Task objective –
Could you copy every record below exactly as it is written?

───── Records shown

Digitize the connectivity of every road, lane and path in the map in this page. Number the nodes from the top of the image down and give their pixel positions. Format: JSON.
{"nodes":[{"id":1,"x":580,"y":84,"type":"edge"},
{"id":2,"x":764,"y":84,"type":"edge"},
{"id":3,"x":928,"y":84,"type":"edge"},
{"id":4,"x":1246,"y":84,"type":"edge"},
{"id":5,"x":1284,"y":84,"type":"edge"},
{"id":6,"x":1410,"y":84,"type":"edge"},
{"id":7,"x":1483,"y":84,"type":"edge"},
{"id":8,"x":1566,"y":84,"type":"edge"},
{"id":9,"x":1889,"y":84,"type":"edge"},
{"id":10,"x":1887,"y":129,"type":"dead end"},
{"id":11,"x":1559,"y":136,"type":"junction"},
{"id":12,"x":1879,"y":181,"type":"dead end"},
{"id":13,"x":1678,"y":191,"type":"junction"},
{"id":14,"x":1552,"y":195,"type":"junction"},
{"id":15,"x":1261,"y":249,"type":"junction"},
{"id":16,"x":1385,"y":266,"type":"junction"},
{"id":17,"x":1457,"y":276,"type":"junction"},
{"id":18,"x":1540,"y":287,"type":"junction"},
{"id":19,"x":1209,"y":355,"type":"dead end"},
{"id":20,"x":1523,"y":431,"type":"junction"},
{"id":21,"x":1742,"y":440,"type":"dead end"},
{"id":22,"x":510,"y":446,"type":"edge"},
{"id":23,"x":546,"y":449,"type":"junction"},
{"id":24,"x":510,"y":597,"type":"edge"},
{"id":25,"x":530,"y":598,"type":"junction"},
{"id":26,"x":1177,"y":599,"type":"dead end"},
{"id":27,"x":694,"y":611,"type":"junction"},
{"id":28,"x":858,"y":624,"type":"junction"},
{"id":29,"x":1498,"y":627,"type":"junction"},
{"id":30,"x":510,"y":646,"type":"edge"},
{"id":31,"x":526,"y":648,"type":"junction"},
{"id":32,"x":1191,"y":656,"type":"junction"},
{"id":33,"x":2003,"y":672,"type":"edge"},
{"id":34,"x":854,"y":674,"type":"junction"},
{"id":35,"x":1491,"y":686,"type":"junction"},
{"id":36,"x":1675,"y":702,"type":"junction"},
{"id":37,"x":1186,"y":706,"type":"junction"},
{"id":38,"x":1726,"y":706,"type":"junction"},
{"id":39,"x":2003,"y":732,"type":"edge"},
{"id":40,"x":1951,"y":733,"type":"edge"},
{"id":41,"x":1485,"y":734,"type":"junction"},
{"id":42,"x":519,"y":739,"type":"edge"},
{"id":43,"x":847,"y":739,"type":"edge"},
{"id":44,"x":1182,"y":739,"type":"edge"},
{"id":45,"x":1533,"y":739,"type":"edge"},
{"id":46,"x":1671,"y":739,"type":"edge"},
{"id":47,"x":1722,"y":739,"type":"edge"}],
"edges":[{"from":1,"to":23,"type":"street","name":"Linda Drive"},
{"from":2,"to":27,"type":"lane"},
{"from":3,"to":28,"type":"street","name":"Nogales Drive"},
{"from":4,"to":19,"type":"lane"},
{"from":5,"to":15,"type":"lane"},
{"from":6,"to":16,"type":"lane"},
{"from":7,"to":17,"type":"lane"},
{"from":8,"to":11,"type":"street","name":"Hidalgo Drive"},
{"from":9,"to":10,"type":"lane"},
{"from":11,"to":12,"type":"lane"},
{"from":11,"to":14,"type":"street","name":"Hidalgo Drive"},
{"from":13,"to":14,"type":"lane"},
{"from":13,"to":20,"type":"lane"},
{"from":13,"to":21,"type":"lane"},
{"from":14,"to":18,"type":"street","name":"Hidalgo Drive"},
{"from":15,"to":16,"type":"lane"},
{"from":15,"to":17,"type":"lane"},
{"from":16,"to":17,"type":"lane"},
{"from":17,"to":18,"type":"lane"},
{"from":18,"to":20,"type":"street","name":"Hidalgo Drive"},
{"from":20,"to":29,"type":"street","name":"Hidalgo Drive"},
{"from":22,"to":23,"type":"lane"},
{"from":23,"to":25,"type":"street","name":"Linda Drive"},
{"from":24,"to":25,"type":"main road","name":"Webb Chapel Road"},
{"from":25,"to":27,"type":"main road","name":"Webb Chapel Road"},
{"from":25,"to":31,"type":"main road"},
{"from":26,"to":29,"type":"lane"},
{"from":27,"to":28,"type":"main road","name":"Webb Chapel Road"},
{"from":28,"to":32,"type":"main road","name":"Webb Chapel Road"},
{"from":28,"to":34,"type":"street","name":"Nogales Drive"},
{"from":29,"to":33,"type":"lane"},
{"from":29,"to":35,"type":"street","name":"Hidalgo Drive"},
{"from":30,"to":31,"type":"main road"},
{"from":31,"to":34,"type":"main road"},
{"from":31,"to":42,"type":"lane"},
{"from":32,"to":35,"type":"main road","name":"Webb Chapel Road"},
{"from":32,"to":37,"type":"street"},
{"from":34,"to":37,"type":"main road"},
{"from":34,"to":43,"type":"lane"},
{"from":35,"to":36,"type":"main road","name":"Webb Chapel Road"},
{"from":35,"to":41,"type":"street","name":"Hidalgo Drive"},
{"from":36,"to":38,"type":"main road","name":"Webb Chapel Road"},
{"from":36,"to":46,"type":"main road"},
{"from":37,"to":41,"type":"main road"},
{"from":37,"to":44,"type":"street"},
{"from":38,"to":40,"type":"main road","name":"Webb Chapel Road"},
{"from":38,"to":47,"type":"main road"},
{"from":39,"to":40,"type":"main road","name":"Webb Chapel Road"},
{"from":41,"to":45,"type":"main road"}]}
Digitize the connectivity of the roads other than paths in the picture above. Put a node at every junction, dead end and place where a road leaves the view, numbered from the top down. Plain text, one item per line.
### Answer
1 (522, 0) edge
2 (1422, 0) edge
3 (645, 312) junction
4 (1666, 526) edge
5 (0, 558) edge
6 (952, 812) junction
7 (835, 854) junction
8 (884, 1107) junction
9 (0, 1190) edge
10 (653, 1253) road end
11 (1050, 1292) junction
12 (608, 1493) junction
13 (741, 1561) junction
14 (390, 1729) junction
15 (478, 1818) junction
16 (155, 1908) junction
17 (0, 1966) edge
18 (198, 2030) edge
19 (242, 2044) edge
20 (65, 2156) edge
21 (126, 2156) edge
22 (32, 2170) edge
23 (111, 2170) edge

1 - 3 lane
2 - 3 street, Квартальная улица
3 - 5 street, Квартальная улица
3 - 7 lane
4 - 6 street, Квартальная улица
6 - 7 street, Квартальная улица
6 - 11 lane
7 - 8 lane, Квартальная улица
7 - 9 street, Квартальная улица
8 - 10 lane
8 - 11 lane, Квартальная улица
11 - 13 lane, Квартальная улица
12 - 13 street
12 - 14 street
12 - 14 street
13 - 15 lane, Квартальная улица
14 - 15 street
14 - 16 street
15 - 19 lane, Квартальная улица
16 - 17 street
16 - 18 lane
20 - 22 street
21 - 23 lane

──────────

Response to the exercise –
Digitize the connectivity of every road, lane and path in the map in this page. Number the nodes from the top of the image down and give their pixel positions. Format: JSON.
{"nodes":[{"id":1,"x":580,"y":84,"type":"edge"},
{"id":2,"x":764,"y":84,"type":"edge"},
{"id":3,"x":928,"y":84,"type":"edge"},
{"id":4,"x":1246,"y":84,"type":"edge"},
{"id":5,"x":1284,"y":84,"type":"edge"},
{"id":6,"x":1410,"y":84,"type":"edge"},
{"id":7,"x":1483,"y":84,"type":"edge"},
{"id":8,"x":1566,"y":84,"type":"edge"},
{"id":9,"x":1889,"y":84,"type":"edge"},
{"id":10,"x":1887,"y":129,"type":"dead end"},
{"id":11,"x":1559,"y":136,"type":"junction"},
{"id":12,"x":1879,"y":181,"type":"dead end"},
{"id":13,"x":1678,"y":191,"type":"junction"},
{"id":14,"x":1552,"y":195,"type":"junction"},
{"id":15,"x":1261,"y":249,"type":"junction"},
{"id":16,"x":1385,"y":266,"type":"junction"},
{"id":17,"x":1457,"y":276,"type":"junction"},
{"id":18,"x":1540,"y":287,"type":"junction"},
{"id":19,"x":1209,"y":355,"type":"dead end"},
{"id":20,"x":1523,"y":431,"type":"junction"},
{"id":21,"x":1742,"y":440,"type":"dead end"},
{"id":22,"x":510,"y":446,"type":"edge"},
{"id":23,"x":546,"y":449,"type":"junction"},
{"id":24,"x":510,"y":597,"type":"edge"},
{"id":25,"x":530,"y":598,"type":"junction"},
{"id":26,"x":1177,"y":599,"type":"dead end"},
{"id":27,"x":694,"y":611,"type":"junction"},
{"id":28,"x":858,"y":624,"type":"junction"},
{"id":29,"x":1498,"y":627,"type":"junction"},
{"id":30,"x":510,"y":646,"type":"edge"},
{"id":31,"x":526,"y":648,"type":"junction"},
{"id":32,"x":1191,"y":656,"type":"junction"},
{"id":33,"x":2003,"y":672,"type":"edge"},
{"id":34,"x":854,"y":674,"type":"junction"},
{"id":35,"x":1491,"y":686,"type":"junction"},
{"id":36,"x":1675,"y":702,"type":"junction"},
{"id":37,"x":1186,"y":706,"type":"junction"},
{"id":38,"x":1726,"y":706,"type":"junction"},
{"id":39,"x":2003,"y":732,"type":"edge"},
{"id":40,"x":1951,"y":733,"type":"edge"},
{"id":41,"x":1485,"y":734,"type":"junction"},
{"id":42,"x":519,"y":739,"type":"edge"},
{"id":43,"x":847,"y":739,"type":"edge"},
{"id":44,"x":1182,"y":739,"type":"edge"},
{"id":45,"x":1533,"y":739,"type":"edge"},
{"id":46,"x":1671,"y":739,"type":"edge"},
{"id":47,"x":1722,"y":739,"type":"edge"}],
"edges":[{"from":1,"to":23,"type":"street","name":"Linda Drive"},
{"from":2,"to":27,"type":"lane"},
{"from":3,"to":28,"type":"street","name":"Nogales Drive"},
{"from":4,"to":19,"type":"lane"},
{"from":5,"to":15,"type":"lane"},
{"from":6,"to":16,"type":"lane"},
{"from":7,"to":17,"type":"lane"},
{"from":8,"to":11,"type":"street","name":"Hidalgo Drive"},
{"from":9,"to":10,"type":"lane"},
{"from":11,"to":12,"type":"lane"},
{"from":11,"to":14,"type":"street","name":"Hidalgo Drive"},
{"from":13,"to":14,"type":"lane"},
{"from":13,"to":20,"type":"lane"},
{"from":13,"to":21,"type":"lane"},
{"from":14,"to":18,"type":"street","name":"Hidalgo Drive"},
{"from":15,"to":16,"type":"lane"},
{"from":15,"to":17,"type":"lane"},
{"from":16,"to":17,"type":"lane"},
{"from":17,"to":18,"type":"lane"},
{"from":18,"to":20,"type":"street","name":"Hidalgo Drive"},
{"from":20,"to":29,"type":"street","name":"Hidalgo Drive"},
{"from":22,"to":23,"type":"lane"},
{"from":23,"to":25,"type":"street","name":"Linda Drive"},
{"from":24,"to":25,"type":"main road","name":"Webb Chapel Road"},
{"from":25,"to":27,"type":"main road","name":"Webb Chapel Road"},
{"from":25,"to":31,"type":"main road"},
{"from":26,"to":29,"type":"lane"},
{"from":27,"to":28,"type":"main road","name":"Webb Chapel Road"},
{"from":28,"to":32,"type":"main road","name":"Webb Chapel Road"},
{"from":28,"to":34,"type":"street","name":"Nogales Drive"},
{"from":29,"to":33,"type":"lane"},
{"from":29,"to":35,"type":"street","name":"Hidalgo Drive"},
{"from":30,"to":31,"type":"main road"},
{"from":31,"to":34,"type":"main road"},
{"from":31,"to":42,"type":"lane"},
{"from":32,"to":35,"type":"main road","name":"Webb Chapel Road"},
{"from":32,"to":37,"type":"street"},
{"from":34,"to":37,"type":"main road"},
{"from":34,"to":43,"type":"lane"},
{"from":35,"to":36,"type":"main road","name":"Webb Chapel Road"},
{"from":35,"to":41,"type":"street","name":"Hidalgo Drive"},
{"from":36,"to":38,"type":"main road","name":"Webb Chapel Road"},
{"from":36,"to":46,"type":"main road"},
{"from":37,"to":41,"type":"main road"},
{"from":37,"to":44,"type":"street"},
{"from":38,"to":40,"type":"main road","name":"Webb Chapel Road"},
{"from":38,"to":47,"type":"main road"},
{"from":39,"to":40,"type":"main road","name":"Webb Chapel Road"},
{"from":41,"to":45,"type":"main road"}]}
Digitize the connectivity of the roads other than paths in the picture above. Put a node at every junction, dead end and place where a road leaves the view, numbered from the top down. Plain text, one item per line.
### Answer
1 (522, 0) edge
2 (1422, 0) edge
3 (645, 312) junction
4 (1666, 526) edge
5 (0, 558) edge
6 (952, 812) junction
7 (835, 854) junction
8 (884, 1107) junction
9 (0, 1190) edge
10 (653, 1253) road end
11 (1050, 1292) junction
12 (608, 1493) junction
13 (741, 1561) junction
14 (390, 1729) junction
15 (478, 1818) junction
16 (155, 1908) junction
17 (0, 1966) edge
18 (198, 2030) edge
19 (242, 2044) edge
20 (65, 2156) edge
21 (126, 2156) edge
22 (32, 2170) edge
23 (111, 2170) edge

1 - 3 lane
2 - 3 street, Квартальная улица
3 - 5 street, Квартальная улица
3 - 7 lane
4 - 6 street, Квартальная улица
6 - 7 street, Квартальная улица
6 - 11 lane
7 - 8 lane, Квартальная улица
7 - 9 street, Квартальная улица
8 - 10 lane
8 - 11 lane, Квартальная улица
11 - 13 lane, Квартальная улица
12 - 13 street
12 - 14 street
12 - 14 street
13 - 15 lane, Квартальная улица
14 - 15 street
14 - 16 street
15 - 19 lane, Квартальная улица
16 - 17 street
16 - 18 lane
20 - 22 street
21 - 23 lane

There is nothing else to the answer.